17 Nisan 1940 yılında açılan Köy Enstitüleri nasıl kapatıldı?
Köy Enstitüleri, bilimsel, laik, demokratik, toplumcu, evrensel nitelikli eğitimle, fikri hür, vicdanı hür, irfanı hür gençler yetiştiriyordu.
Hak arama bilinciyle, yurttaşlık bilinciyle eğitilen Köy Enstitüsü öğrencileri, tatilde memleketlerine, köylerine gidiyor, karşılaştıkları haksızlıklara itiraz ediyor, yanlışlıklara müdahale ediyorlardı. Eğitimli köy çocukları, ahaliyi uyandırıyordu.
( Maalesef, 1954 yılında Demokrat Parti iktidarında kapatıldılar. Toprak ağaları, din tüccarları,uyanık siyasetçiler telaşlanmıştı, cahil-gariban ahaliyi koyun gibi güdenler, köy Enstitüleri’nin aydınlanma meşalesini söndürmek için çare arıyordu.
“ Komünist olmuş bunlar” dediler.
“ Dinsiz olmuş bunlar” dediler.
“Kızlar erkekler aynı yerde yatıyor, fuhuş yapıyorlar” dediler.
“ Allahsızlık, milliyetsizlik” dediler.
“Türk’e küfür merkezi” dediler.
Nihayetinde, kapısına kilit vurmayı başardılar.)
Köy Enstitüleri yoluna devam edebilseydi… Türkiye bu gün Norveç Seviyesinde olurdu.
Köy Enstitülerinin mimarı İsmail Hakkı Tonguç, ülkeye çağ atlatacak olan okullarımız kapatıldığında şu tarihi sözleri söyleyecekti…

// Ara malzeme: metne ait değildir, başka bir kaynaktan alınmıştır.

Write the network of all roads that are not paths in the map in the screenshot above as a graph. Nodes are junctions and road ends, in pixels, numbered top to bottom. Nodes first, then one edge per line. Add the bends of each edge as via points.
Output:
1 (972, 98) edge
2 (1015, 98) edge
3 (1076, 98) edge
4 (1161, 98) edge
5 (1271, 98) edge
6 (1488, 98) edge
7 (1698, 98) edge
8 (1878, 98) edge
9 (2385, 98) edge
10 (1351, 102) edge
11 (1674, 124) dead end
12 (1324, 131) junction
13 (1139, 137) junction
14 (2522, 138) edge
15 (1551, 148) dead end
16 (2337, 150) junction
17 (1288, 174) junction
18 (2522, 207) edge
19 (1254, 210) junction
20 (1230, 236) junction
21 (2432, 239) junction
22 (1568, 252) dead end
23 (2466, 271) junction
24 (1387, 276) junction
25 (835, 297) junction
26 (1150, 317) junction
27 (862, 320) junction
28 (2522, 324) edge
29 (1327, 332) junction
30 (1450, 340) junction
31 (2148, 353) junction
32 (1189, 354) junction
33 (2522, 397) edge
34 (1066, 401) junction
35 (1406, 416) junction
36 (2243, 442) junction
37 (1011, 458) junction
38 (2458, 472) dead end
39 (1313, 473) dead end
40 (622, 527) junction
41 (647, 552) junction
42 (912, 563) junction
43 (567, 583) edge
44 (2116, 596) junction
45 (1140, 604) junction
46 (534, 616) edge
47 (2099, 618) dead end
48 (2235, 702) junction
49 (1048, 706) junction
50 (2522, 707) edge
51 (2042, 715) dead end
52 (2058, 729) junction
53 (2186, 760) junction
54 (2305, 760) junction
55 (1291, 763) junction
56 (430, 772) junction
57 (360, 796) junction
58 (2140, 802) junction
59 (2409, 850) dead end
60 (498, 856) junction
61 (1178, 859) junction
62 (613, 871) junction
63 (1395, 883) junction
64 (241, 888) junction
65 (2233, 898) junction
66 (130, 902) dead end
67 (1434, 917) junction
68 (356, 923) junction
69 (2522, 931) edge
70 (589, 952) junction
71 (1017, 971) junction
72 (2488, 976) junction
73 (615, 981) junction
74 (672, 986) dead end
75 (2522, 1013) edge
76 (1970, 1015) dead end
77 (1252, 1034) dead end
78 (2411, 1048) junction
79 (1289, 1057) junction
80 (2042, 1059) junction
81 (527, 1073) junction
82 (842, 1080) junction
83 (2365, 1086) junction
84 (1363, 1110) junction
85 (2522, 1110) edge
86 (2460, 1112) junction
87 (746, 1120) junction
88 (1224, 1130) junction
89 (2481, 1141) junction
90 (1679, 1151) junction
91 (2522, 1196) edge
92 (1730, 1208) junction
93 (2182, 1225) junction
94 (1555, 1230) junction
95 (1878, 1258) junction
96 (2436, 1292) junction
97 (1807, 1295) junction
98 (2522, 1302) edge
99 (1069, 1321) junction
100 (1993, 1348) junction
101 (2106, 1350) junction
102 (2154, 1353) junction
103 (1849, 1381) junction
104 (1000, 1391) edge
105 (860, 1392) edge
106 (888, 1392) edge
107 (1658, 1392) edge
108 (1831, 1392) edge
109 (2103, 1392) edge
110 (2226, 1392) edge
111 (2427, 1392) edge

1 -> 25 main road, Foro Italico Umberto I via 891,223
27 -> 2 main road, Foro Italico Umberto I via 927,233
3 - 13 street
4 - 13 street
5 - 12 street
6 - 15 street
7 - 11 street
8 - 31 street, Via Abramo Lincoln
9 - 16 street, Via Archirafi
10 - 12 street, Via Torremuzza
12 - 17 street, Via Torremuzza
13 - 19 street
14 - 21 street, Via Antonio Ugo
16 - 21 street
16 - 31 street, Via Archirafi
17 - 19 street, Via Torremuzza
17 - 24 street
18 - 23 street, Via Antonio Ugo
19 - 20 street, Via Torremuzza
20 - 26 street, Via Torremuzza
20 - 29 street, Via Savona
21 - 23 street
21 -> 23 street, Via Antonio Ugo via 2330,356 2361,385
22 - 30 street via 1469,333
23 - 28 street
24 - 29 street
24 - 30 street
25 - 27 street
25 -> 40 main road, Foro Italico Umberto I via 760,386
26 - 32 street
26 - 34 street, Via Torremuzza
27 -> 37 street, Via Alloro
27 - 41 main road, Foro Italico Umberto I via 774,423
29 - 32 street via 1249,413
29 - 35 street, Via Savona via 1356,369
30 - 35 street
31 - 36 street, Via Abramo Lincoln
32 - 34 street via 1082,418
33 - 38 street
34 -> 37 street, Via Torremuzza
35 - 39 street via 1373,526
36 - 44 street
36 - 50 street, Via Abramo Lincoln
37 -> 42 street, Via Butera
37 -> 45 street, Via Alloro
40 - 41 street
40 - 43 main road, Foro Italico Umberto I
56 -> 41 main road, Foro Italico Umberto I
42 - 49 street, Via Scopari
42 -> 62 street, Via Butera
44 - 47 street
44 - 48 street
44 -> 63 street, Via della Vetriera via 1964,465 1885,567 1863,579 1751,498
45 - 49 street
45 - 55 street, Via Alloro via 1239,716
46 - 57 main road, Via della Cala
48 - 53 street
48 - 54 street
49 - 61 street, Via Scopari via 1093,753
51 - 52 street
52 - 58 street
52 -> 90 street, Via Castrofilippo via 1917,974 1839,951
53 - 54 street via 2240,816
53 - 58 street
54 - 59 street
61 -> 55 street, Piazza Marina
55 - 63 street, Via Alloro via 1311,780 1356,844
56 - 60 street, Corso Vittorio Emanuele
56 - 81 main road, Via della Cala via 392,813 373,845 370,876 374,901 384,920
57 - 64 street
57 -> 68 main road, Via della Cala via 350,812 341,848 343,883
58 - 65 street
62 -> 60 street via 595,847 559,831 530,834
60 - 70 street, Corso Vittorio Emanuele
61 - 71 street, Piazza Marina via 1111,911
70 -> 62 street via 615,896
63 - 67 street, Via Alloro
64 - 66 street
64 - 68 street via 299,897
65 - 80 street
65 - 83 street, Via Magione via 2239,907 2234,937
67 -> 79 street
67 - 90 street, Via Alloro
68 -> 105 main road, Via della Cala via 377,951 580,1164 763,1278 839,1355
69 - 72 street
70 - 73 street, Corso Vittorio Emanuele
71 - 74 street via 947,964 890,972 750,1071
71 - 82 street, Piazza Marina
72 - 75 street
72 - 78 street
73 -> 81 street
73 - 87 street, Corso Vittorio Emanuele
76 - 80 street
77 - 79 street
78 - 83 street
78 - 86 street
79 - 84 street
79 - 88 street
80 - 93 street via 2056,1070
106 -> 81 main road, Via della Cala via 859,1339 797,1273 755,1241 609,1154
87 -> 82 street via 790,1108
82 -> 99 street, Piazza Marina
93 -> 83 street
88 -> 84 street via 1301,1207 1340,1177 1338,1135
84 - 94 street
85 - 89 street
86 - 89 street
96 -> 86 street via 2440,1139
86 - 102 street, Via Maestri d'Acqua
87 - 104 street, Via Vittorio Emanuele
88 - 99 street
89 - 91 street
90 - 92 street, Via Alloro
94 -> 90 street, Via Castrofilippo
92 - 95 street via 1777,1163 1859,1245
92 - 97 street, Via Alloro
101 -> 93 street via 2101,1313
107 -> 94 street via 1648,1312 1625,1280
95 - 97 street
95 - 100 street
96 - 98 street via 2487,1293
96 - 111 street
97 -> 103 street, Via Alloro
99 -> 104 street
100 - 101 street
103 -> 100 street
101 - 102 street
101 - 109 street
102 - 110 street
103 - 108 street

“ Demokrasinin iki çeşidi vardır. Biri, zor ve gerçek olanıdır. Öbürü kolayı, oyun olanıdır. Topraksızı topraklandırmadan, işçiyi sağlama almadan, halkı esaslı eğitmeden, olmaz. Birincisi, köklü değişim ister, zordur ama gerçek demokrasidir. İkincisi, sandık demokrasisidir. Okuma yazma bilsin, bilmesin, toprağı, işi olsun olmasın, demogajiyle serseme çevrilen halk, elindeki kağıdı sandığa atar, böylece, kendi kendini yönetmiş sayılır. Bu, oyundur, kolaydır.
Amerika bu demokrasiyi yayıyor. Bizde maalesef demokrasinin kolayını seçtik. Çok şeyler göreceğiz daha”
Tam isabetli öngörüydü!
Yılmaz ÖZDİL’ın Anka Kuşu kitabından
Köy Enstitülerinde bilmeyi, öğrenmeyi, düşünmeyi, soru sormayı, aklını kullanmayı öğretiyorlardı. Bu yüzden yaşatmadılar.
Bu gün ne kadar benzerlik taşıyor, değil mi?